The dangerous mental model:

The XML signature validated, therefore the document is safe.

Correct model:

The signature validated for a referenced node set.
Now prove that the application consumes exactly that verified node set.

12. XML Signature Wrapping Mental Model

Signature wrapping attack pattern:

  1. Attacker keeps original signed element unchanged.
  2. Attacker moves signed element somewhere harmless.
  3. Attacker inserts malicious unsigned element where application expects business data.
  4. Signature library verifies original signed element.
  5. Business logic reads malicious unsigned element.

Simplified example:

<Envelope>
  <Header>
    <Signature>
      <!-- Signature references Id="body-1" -->
    </Signature>
  </Header>
  <Body Id="body-evil">
    <Transfer amount="1000000" to="attacker"/>
  </Body>
  <Wrapper>
    <Body Id="body-1">
      <Transfer amount="10" to="merchant"/>
    </Body>
  </Wrapper>
</Envelope>

Signature can be valid for body-1, while app reads first Body or wrong XPath.

Defense invariant:

After verification, application must consume the exact signed element resolved by secure ID/reference logic.

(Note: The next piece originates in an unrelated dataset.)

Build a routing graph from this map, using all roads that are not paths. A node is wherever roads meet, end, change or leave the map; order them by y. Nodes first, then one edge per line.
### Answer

13. XML Parser Hardening Before Signature Verification

Disable dangerous XML features for untrusted input.

Example for DocumentBuilderFactory directionally:

import javax.xml.XMLConstants;
import javax.xml.parsers.DocumentBuilderFactory;

public final class SecureXmlFactory {
    public static DocumentBuilderFactory documentBuilderFactory() throws Exception {
        DocumentBuilderFactory dbf = DocumentBuilderFactory.newInstance();
        dbf.setNamespaceAware(true);
        dbf.setFeature("http://apache.org/xml/features/disallow-doctype-decl", true);
        dbf.setFeature("http://xml.org/sax/features/external-general-entities", false);
        dbf.setFeature("http://xml.org/sax/features/external-parameter-entities", false);
        dbf.setFeature("http://apache.org/xml/features/nonvalidating/load-external-dtd", false);
        dbf.setXIncludeAware(false);
        dbf.setExpandEntityReferences(false);
        dbf.setAttribute(XMLConstants.ACCESS_EXTERNAL_DTD, "");
        dbf.setAttribute(XMLConstants.ACCESS_EXTERNAL_SCHEMA, "");
        return dbf;
    }
}

Exact feature support can vary by parser implementation. Treat parser hardening as tested configuration, not copy-paste decoration.

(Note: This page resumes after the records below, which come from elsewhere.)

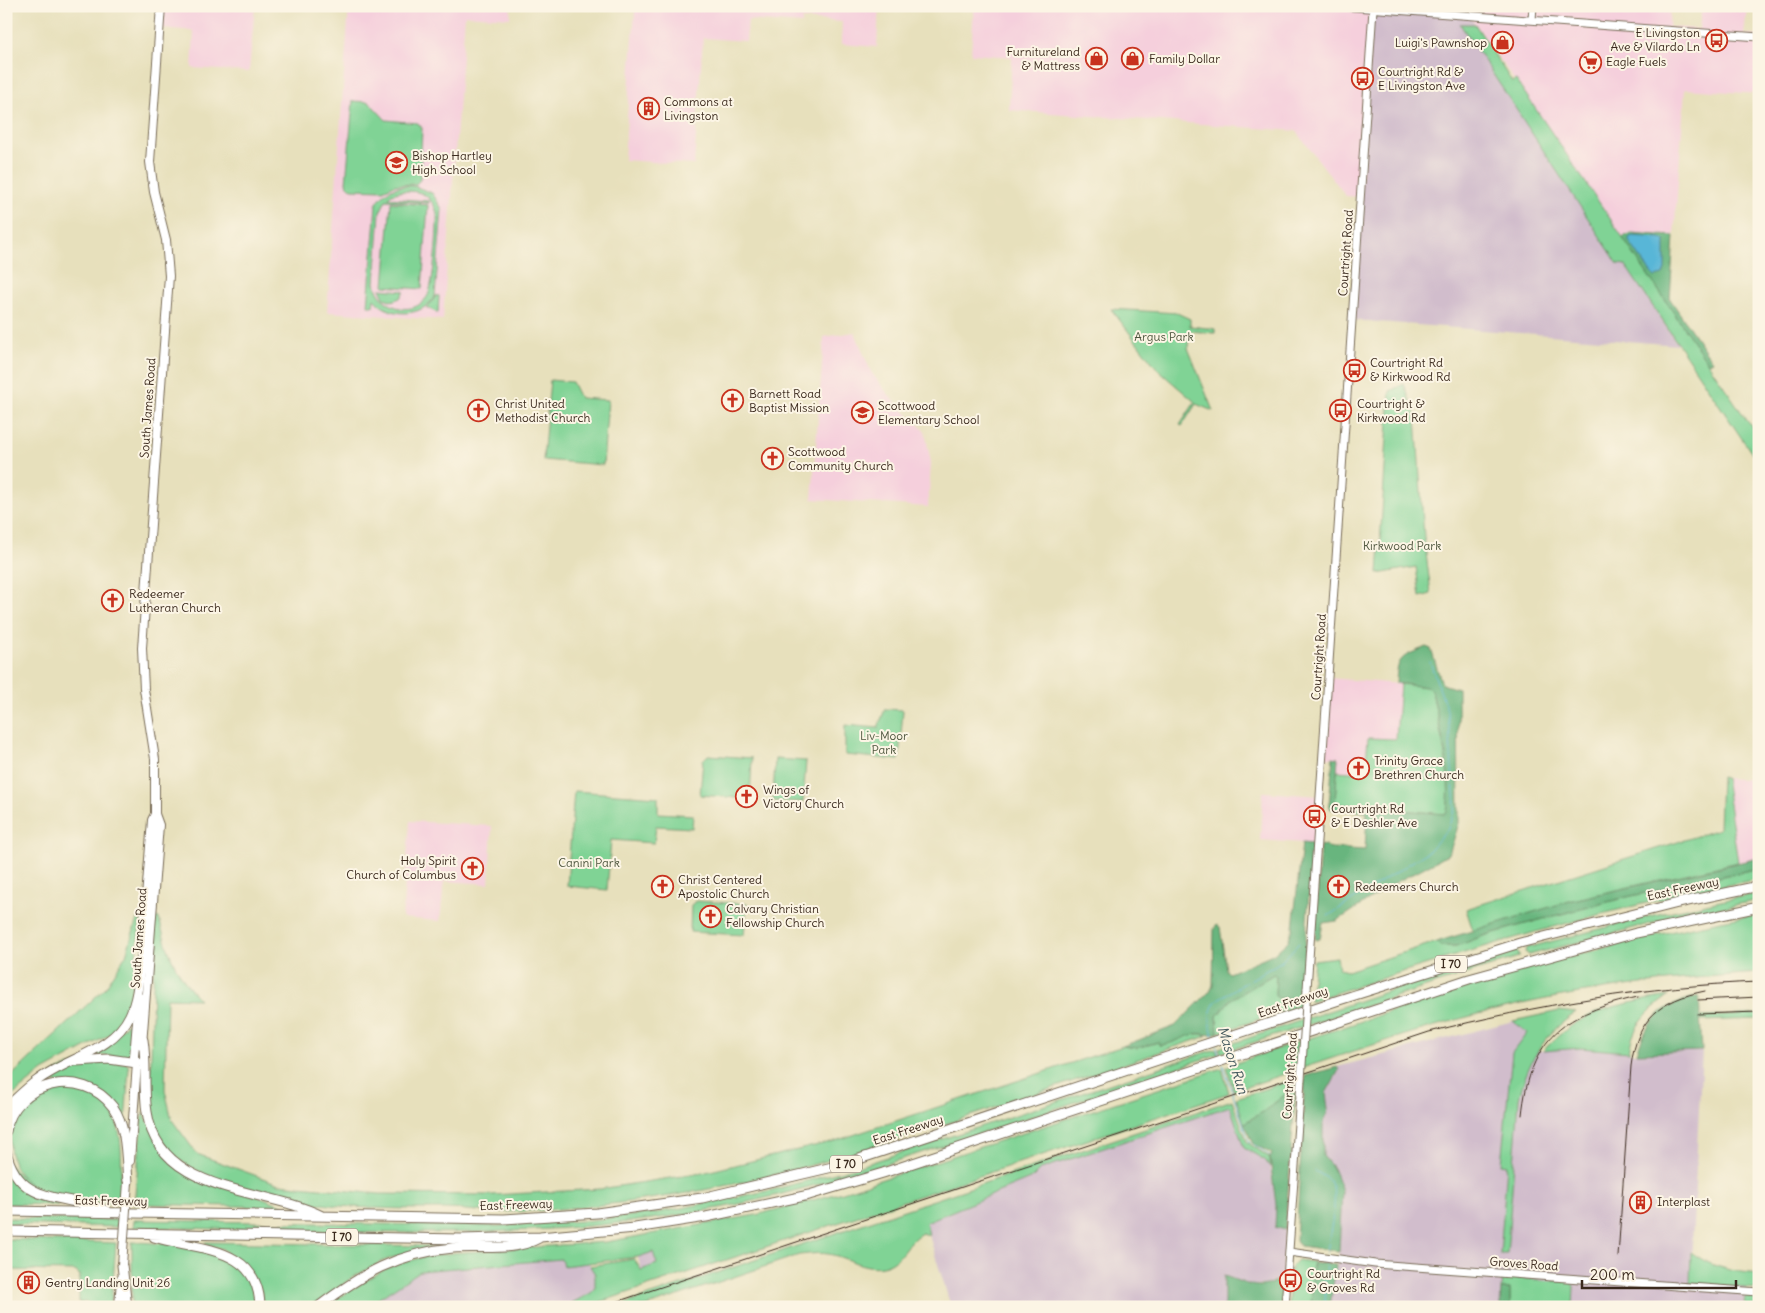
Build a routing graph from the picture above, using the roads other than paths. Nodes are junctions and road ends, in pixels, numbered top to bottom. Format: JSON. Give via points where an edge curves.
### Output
{"nodes":[{"id":1,"x":161,"y":6,"type":"edge"},
{"id":2,"x":1340,"y":6,"type":"edge"},
{"id":3,"x":1533,"y":6,"type":"edge"},
{"id":4,"x":1373,"y":9,"type":"junction"},
{"id":5,"x":1532,"y":20,"type":"junction"},
{"id":6,"x":1759,"y":37,"type":"edge"},
{"id":7,"x":155,"y":814,"type":"junction"},
{"id":8,"x":1759,"y":886,"type":"edge"},
{"id":9,"x":1759,"y":907,"type":"edge"},
{"id":10,"x":141,"y":959,"type":"junction"},
{"id":11,"x":143,"y":1040,"type":"junction"},
{"id":12,"x":69,"y":1062,"type":"junction"},
{"id":13,"x":138,"y":1062,"type":"junction"},
{"id":14,"x":6,"y":1108,"type":"edge"},
{"id":15,"x":6,"y":1131,"type":"edge"},
{"id":16,"x":6,"y":1151,"type":"edge"},
{"id":17,"x":128,"y":1182,"type":"junction"},
{"id":18,"x":6,"y":1211,"type":"edge"},
{"id":19,"x":112,"y":1213,"type":"junction"},
{"id":20,"x":325,"y":1217,"type":"junction"},
{"id":21,"x":6,"y":1231,"type":"edge"},
{"id":22,"x":144,"y":1234,"type":"junction"},
{"id":23,"x":540,"y":1237,"type":"junction"},
{"id":24,"x":1289,"y":1252,"type":"junction"},
{"id":25,"x":122,"y":1265,"type":"junction"},
{"id":26,"x":1759,"y":1292,"type":"edge"},
{"id":27,"x":119,"y":1307,"type":"edge"},
{"id":28,"x":127,"y":1307,"type":"edge"},
{"id":29,"x":260,"y":1307,"type":"edge"},
{"id":30,"x":318,"y":1307,"type":"edge"},
{"id":31,"x":1285,"y":1307,"type":"edge"}],
"edges":[{"from":1,"to":7,"type":"main road","name":"South James Road","via":[[150,162],[166,240],[169,276],[142,648],[154,759]]},
{"from":2,"to":4,"type":"street"},
{"from":3,"to":5,"type":"street"},
{"from":4,"to":5,"type":"street"},
{"from":4,"to":24,"type":"street","name":"Courtright Road","bridge":true},
{"from":5,"to":6,"type":"street"},
{"from":7,"to":10,"type":"main road","name":"South James Road"},
{"from":7,"to":11,"type":"main road","name":"South James Road","via":[[159,825]]},
{"from":8,"to":20,"type":"highway","name":"East Freeway","number":"I 70","via":[[1678,902],[1520,943],[1374,988],[841,1165],[711,1196],[627,1209],[538,1217]]},
{"from":9,"to":23,"type":"highway","number":"I 70","via":[[1636,933],[1468,979],[809,1195],[669,1224]]},
{"from":10,"to":12,"type":"highway","via":[[134,1003],[125,1023],[108,1040]]},
{"from":10,"to":13,"type":"main road","name":"South James Road","via":[[134,1057]]},
{"from":11,"to":13,"type":"main road","name":"South James Road","via":[[142,1058]]},
{"from":11,"to":20,"type":"highway","via":[[147,1113],[156,1140],[169,1158],[193,1175],[236,1190],[303,1206]]},
{"from":12,"to":13,"type":"highway","via":[[109,1059]]},
{"from":12,"to":14,"type":"highway","via":[[37,1080]]},
{"from":13,"to":17,"type":"main road","name":"South James Road"},
{"from":15,"to":17,"type":"highway","via":[[14,1110],[37,1089],[61,1082],[91,1089],[109,1102],[120,1121]]},
{"from":16,"to":19,"type":"highway","via":[[17,1176],[32,1190],[52,1199]]},
{"from":17,"to":25,"type":"main road","name":"South James Road","bridge":true},
{"from":18,"to":19,"type":"highway","name":"East Freeway","number":"I 70"},
{"from":19,"to":20,"type":"highway","name":"East Freeway","number":"I 70"},
{"from":21,"to":22,"type":"highway","number":"I 70"},
{"from":22,"to":23,"type":"highway","number":"I 70","via":[[462,1239]]},
{"from":22,"to":29,"type":"highway","via":[[230,1256],[252,1277]]},
{"from":23,"to":30,"type":"highway","via":[[528,1244],[453,1248],[394,1260],[363,1275]]},
{"from":24,"to":26,"type":"street","name":"Groves Road","via":[[1384,1265]]},
{"from":24,"to":31,"type":"street","name":"Courtright Road"},
{"from":25,"to":27,"type":"main road","name":"South James Road"},
{"from":25,"to":28,"type":"highway"}]}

14. Java XML Digital Signature API

Java provides XML Digital Signature APIs under javax.xml.crypto.dsig. The package includes core XML Signature concepts such as XMLSignature, SignedInfo, CanonicalizationMethod, SignatureMethod, Reference, and DigestMethod.

High-level validation flow:

import javax.xml.crypto.dsig.XMLSignature;
import javax.xml.crypto.dsig.XMLSignatureFactory;
import javax.xml.crypto.dsig.dom.DOMValidateContext;
import java.security.PublicKey;

public final class XmlSignatureVerifier {
    public boolean verify(org.w3c.dom.Document doc, org.w3c.dom.Node signatureNode, PublicKey key)
            throws Exception {
        XMLSignatureFactory fac = XMLSignatureFactory.getInstance("DOM");

        DOMValidateContext context = new DOMValidateContext(key, signatureNode);
        context.setProperty("org.jcp.xml.dsig.secureValidation", Boolean.TRUE);

        XMLSignature signature = fac.unmarshalXMLSignature(context);
        return signature.validate(context);
    }
}

This is not sufficient by itself. You must also:

  • securely resolve IDs;
  • check exactly one expected signed element;
  • check the signed element is the one consumed;
  • enforce allowed algorithms;
  • reject untrusted transforms if policy says so;
  • validate certificate/key trust;
  • reject external references;
  • validate schema after safe parsing;
  • test signature wrapping attempts.

15. XML Reference Binding

A secure XML signature verification should answer:

What exact element/node set was signed?
Does it match the business element I will consume?

Policy example:

For PaymentInstruction v2:
- exactly one Signature element allowed
- Signature must reference #payment-instruction-id
- referenced element must be /PaymentInstruction
- referenced element Id must equal root @Id
- no detached external references
- no XSLT transforms
- canonicalization algorithm allowlisted
- signature algorithm allowlisted
- digest algorithm allowlisted

Pseudo-code:

public VerifiedXml<T> verifyAndExtract(Document doc) {
    Element root = doc.getDocumentElement();
    requireElementName(root, "PaymentInstruction");

    String id = requireId(root);
    markIdAttribute(root, "Id");

    Element signatureElement = findExactlyOneSignature(root);
    boolean valid = xmlSignatureVerifier.verify(doc, signatureElement, trustedKey);
    if (!valid) throw new SecurityException("Invalid XML signature");

    SignedReference ref = extractSingleReference(signatureElement);
    if (!ref.uri().equals("#" + id)) {
        throw new SecurityException("Signature does not bind root payment instruction");
    }

    return new VerifiedXml<>(root, parsePaymentInstruction(root));
}

Key idea:

The verifier returns a verified business object, not just true/false.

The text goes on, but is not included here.